Data Analytics - Chasing the infinity : August 2016

Friday, 5 August 2016

U Churn, I catch.... With Regards, Python

Its always a heartbreak for a company when a customer churns. It not only hurts the revenue of the company but also creates the thought of viability of the products in the market leading to the rise of unanswered questions about the product. Certain times, it better to find the customer who are churned well in advance rather than ignoring the small group as it may soar into a bubble. It not only helps the company to bring back their churned customer but also the insights got during the process helps the company to understand the behavior of the customer.
And who brings out such insights, oh yes the analytics folks who toil through number and get more exciting information from the underlying data.
In this blog, we are going to are going to discuss about the analyzes and prediction of the churn customer from the telecom dataset. We are going to perform a predictive modelling using Random Forest classifier which will distinguish the churned customer from the rest of the active customers.

Flow of the modelling process:

Preparation of dataset.
Exploratory Data Analysis.
Preprocessing and Feature Engineering.
Model Cross Validation.
Analyzing the model performance.
Prediction using Random Forest classifier.

Preparation of dataset:

The dataset is from the telecom industry which will be used for our modelling. Our first step is to import the libraries which are useful for the data analysis. The libraries which we use are pandas, Numpy. The next step is to import the data into the jupyter Notebook. We just get the grasp of the data here by view of 5 rows of the dataset.

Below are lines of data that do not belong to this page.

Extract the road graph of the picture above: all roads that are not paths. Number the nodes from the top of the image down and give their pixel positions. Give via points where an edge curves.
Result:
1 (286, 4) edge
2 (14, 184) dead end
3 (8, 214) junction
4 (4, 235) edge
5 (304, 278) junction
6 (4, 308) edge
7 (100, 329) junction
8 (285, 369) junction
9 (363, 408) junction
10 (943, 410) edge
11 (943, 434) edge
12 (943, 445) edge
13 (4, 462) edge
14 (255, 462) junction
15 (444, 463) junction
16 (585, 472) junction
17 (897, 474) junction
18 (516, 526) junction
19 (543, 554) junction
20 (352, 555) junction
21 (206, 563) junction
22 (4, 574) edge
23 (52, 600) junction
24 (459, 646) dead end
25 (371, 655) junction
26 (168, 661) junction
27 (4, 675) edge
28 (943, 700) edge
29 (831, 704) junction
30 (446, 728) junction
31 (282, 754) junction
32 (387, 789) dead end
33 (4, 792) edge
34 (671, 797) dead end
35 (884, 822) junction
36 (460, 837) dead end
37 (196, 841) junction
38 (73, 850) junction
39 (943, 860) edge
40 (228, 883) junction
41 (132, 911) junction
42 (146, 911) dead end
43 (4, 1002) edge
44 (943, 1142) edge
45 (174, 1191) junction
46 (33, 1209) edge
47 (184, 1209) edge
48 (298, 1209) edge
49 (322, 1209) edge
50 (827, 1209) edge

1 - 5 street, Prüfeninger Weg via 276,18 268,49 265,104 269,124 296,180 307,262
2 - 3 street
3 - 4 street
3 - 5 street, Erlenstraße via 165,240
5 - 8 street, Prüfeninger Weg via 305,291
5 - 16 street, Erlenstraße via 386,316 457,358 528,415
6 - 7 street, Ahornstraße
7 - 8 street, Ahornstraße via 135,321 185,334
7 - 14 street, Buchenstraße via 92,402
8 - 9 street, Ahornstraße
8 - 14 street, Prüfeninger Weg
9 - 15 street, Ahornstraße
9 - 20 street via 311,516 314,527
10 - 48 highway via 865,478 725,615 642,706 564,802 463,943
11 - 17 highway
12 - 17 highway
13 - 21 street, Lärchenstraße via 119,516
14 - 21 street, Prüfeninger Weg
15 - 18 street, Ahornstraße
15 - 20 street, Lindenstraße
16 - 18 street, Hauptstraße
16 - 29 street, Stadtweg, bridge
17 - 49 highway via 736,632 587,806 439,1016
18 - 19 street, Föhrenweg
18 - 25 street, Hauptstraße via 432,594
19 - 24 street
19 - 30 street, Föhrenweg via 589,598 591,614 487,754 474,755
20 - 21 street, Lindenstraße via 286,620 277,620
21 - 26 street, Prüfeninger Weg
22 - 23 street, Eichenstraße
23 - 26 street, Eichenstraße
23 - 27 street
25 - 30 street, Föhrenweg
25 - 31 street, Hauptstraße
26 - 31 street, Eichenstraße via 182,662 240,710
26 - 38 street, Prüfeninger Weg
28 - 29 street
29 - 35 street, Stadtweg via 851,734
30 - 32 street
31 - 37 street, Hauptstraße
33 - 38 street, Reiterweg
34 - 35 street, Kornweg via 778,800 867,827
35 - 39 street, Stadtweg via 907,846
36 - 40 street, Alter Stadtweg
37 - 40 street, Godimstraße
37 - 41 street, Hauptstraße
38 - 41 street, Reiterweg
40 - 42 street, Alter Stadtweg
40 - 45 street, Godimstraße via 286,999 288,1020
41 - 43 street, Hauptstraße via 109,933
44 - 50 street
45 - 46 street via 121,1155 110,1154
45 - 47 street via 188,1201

We will also be interested to check the structure of the data i.e. the dimension of the dataset as it may be influential at times in selection of the modelling technique. We use the shape function to find the dataset dimensions.

From the result we came to know about the dimension of the data, but we want to know about the variables involved in the dataset in order to proceed with the process.

Now we have got enough information about the dataset which we can correlate with our domain knowledge to understand the importance of each predictors. We can also see that lot of variable names have unwanted apostrophes which causes some discomfort when we use it for analyzes. We will now rename all the variable names according to our comfort. we will use the function rename that can be applied to the pandas dataframe.

After renaming the data, we can use the head function to get the glimpse of few rows of the cleaned datasets.

And the resultant looks far better than the uncleaned dataset which we initially imported.

From the initial observation of the dataset we also find that there are different data types, numerical and categorical that are present in the dataset.

We particularly analyze 3 variables- IntlPlan, VMail and Churn, which are the categorical variables in the dataset.

Since these variables are categorical in nature we change them into a numerical value using the dummy variable coding. Dummy variables are numerical codes which are used to convert the categorical variables in such a fashion that it has some numerical value.

We can observe that the text values are convert into numerical coding as 0's and 1's respectively.

And the data preparation is done with care such that we don't miss any important predictors which will be helpful in building the model.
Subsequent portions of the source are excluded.